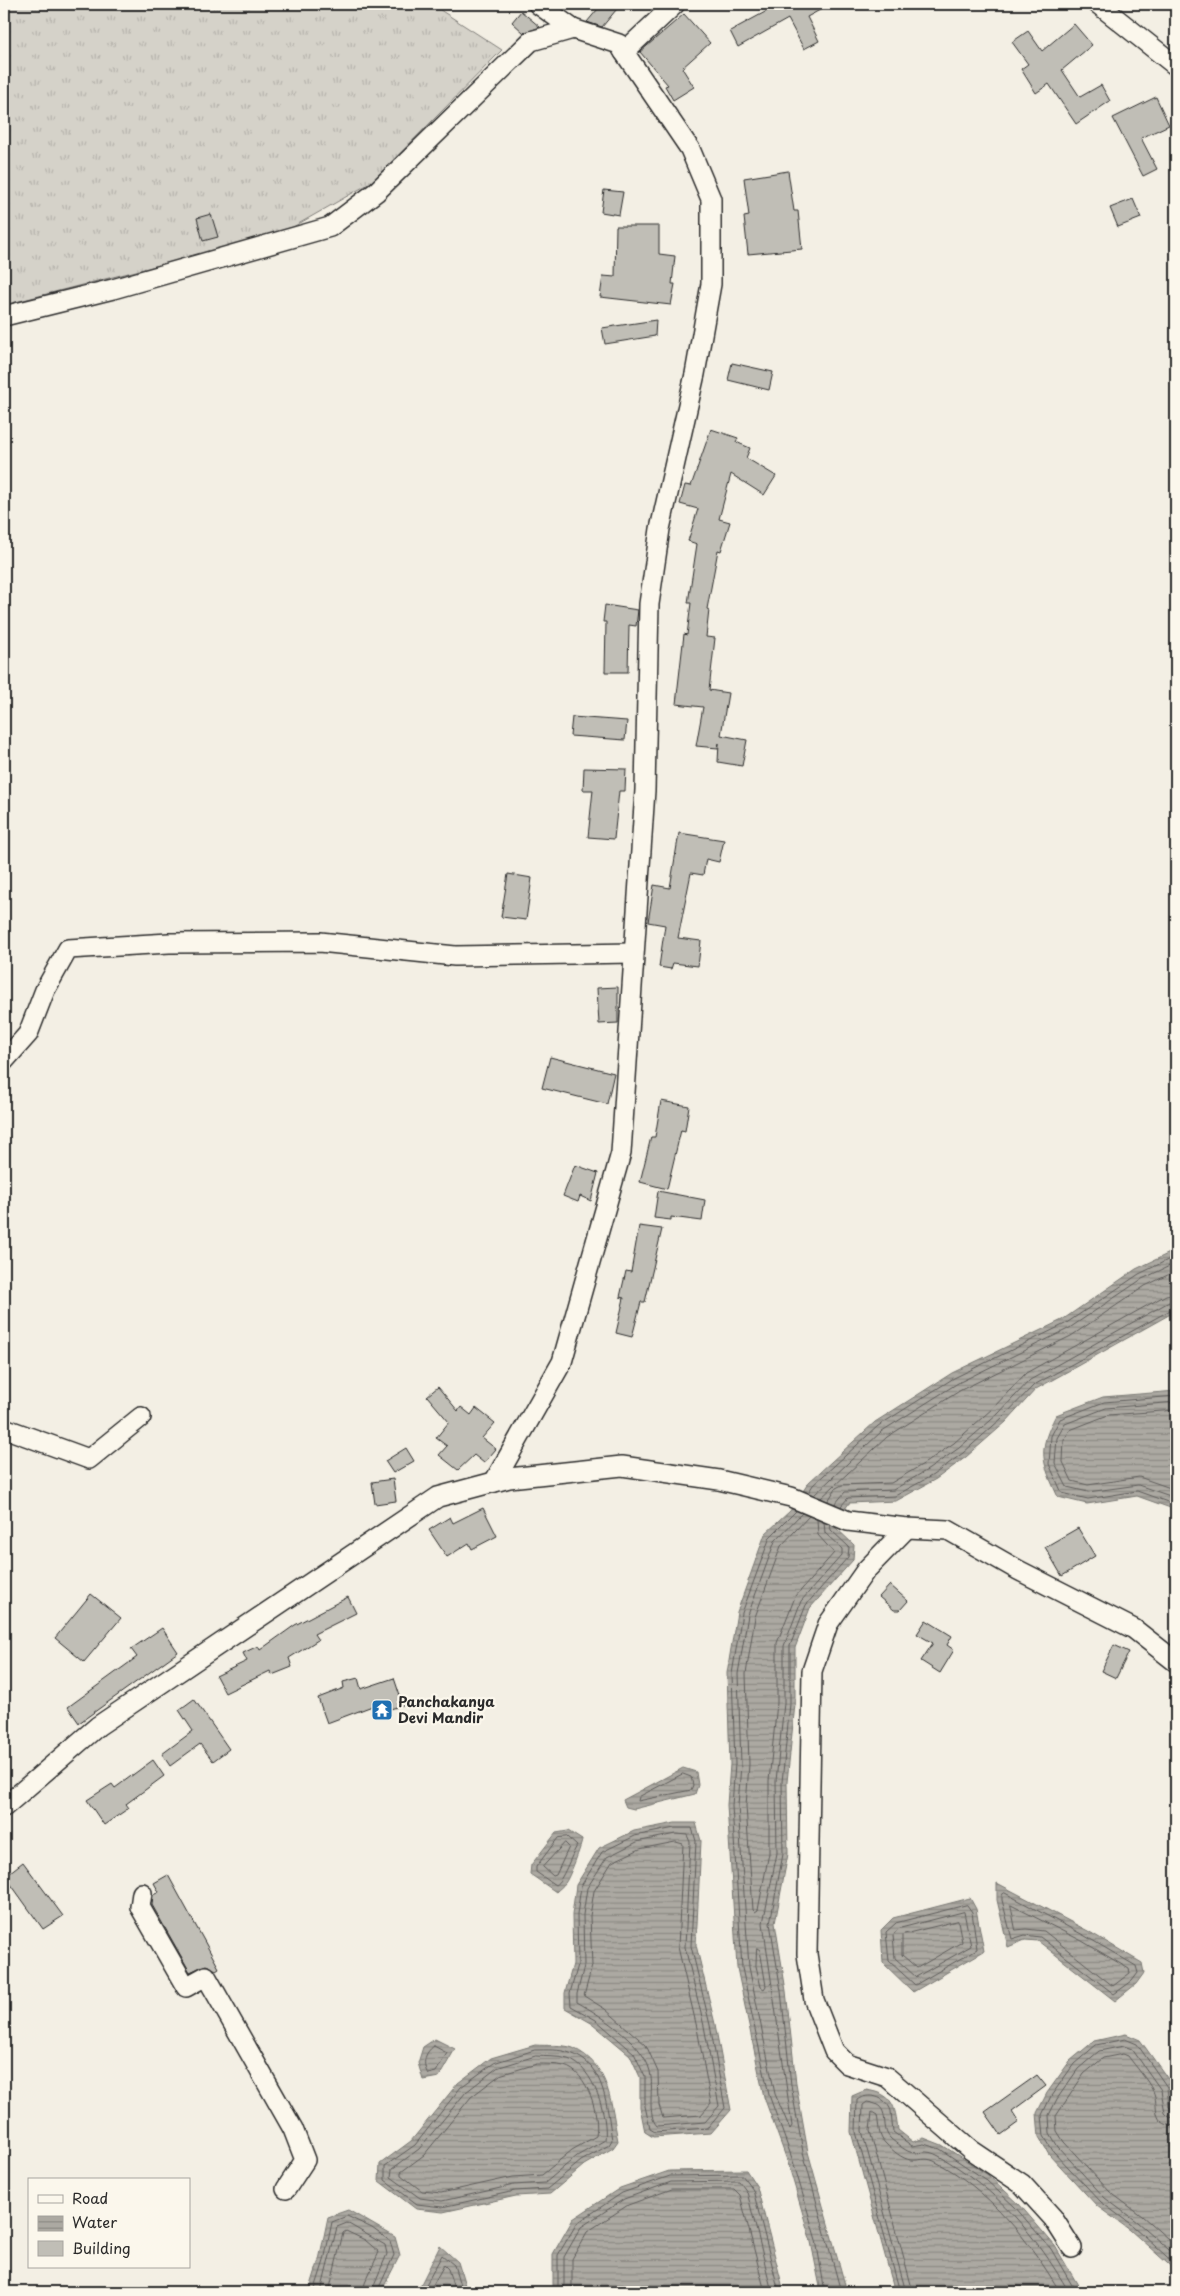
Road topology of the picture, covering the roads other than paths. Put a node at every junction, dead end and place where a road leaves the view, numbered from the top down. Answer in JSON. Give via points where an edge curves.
{"nodes":[{"id":1,"x":538,"y":4,"type":"edge"},
{"id":2,"x":675,"y":4,"type":"edge"},
{"id":3,"x":1098,"y":4,"type":"edge"},
{"id":4,"x":573,"y":29,"type":"junction"},
{"id":5,"x":624,"y":52,"type":"junction"},
{"id":6,"x":1176,"y":66,"type":"edge"},
{"id":7,"x":4,"y":316,"type":"edge"},
{"id":8,"x":633,"y":953,"type":"junction"},
{"id":9,"x":4,"y":1061,"type":"edge"},
{"id":10,"x":141,"y":1417,"type":"dead end"},
{"id":11,"x":4,"y":1428,"type":"edge"},
{"id":12,"x":494,"y":1482,"type":"junction"},
{"id":13,"x":907,"y":1528,"type":"junction"},
{"id":14,"x":1176,"y":1662,"type":"edge"},
{"id":15,"x":4,"y":1807,"type":"edge"},
{"id":16,"x":142,"y":1892,"type":"dead end"},
{"id":17,"x":286,"y":2190,"type":"dead end"},
{"id":18,"x":1072,"y":2248,"type":"dead end"}],
"edges":[{"from":1,"to":4,"type":"street"},
{"from":2,"to":5,"type":"street"},
{"from":3,"to":6,"type":"street"},
{"from":4,"to":5,"type":"street","via":[[619,44]]},
{"from":4,"to":7,"type":"street","via":[[531,41],[376,192],[330,227],[113,289]]},
{"from":5,"to":8,"type":"street","via":[[690,149],[711,199],[711,284],[695,374],[660,528],[649,604],[645,790]]},
{"from":8,"to":9,"type":"street","via":[[456,956],[320,942],[169,943],[68,949],[45,990],[28,1034]]},
{"from":8,"to":12,"type":"street","via":[[621,1152],[562,1362]]},
{"from":10,"to":11,"type":"street","via":[[89,1459]]},
{"from":12,"to":13,"type":"street","via":[[622,1466],[719,1480],[791,1496],[848,1521]]},
{"from":12,"to":15,"type":"street","via":[[438,1498],[98,1726]]},
{"from":13,"to":14,"type":"street","via":[[948,1530],[1134,1629]]},
{"from":13,"to":18,"type":"street","via":[[866,1570],[828,1624],[812,1671],[807,1954],[814,2000],[834,2052],[847,2064],[888,2077],[971,2150],[1022,2184],[1052,2218]]},
{"from":16,"to":17,"type":"street","via":[[140,1907],[186,1987],[206,1976],[293,2130],[305,2160]]}]}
☆ ☆ ☆
▶ [The task]: From the listing above, pick out every line containing "dead".

▶ [Expected answer]:
Road topology of the picture, covering the roads other than paths. Put a node at every junction, dead end and place where a road leaves the view, numbered from the top down. Answer in JSON. Give via points where an edge curves.
{"id":10,"x":141,"y":1417,"type":"dead end"},
{"id":16,"x":142,"y":1892,"type":"dead end"},
{"id":17,"x":286,"y":2190,"type":"dead end"},
{"id":18,"x":1072,"y":2248,"type":"dead end"}],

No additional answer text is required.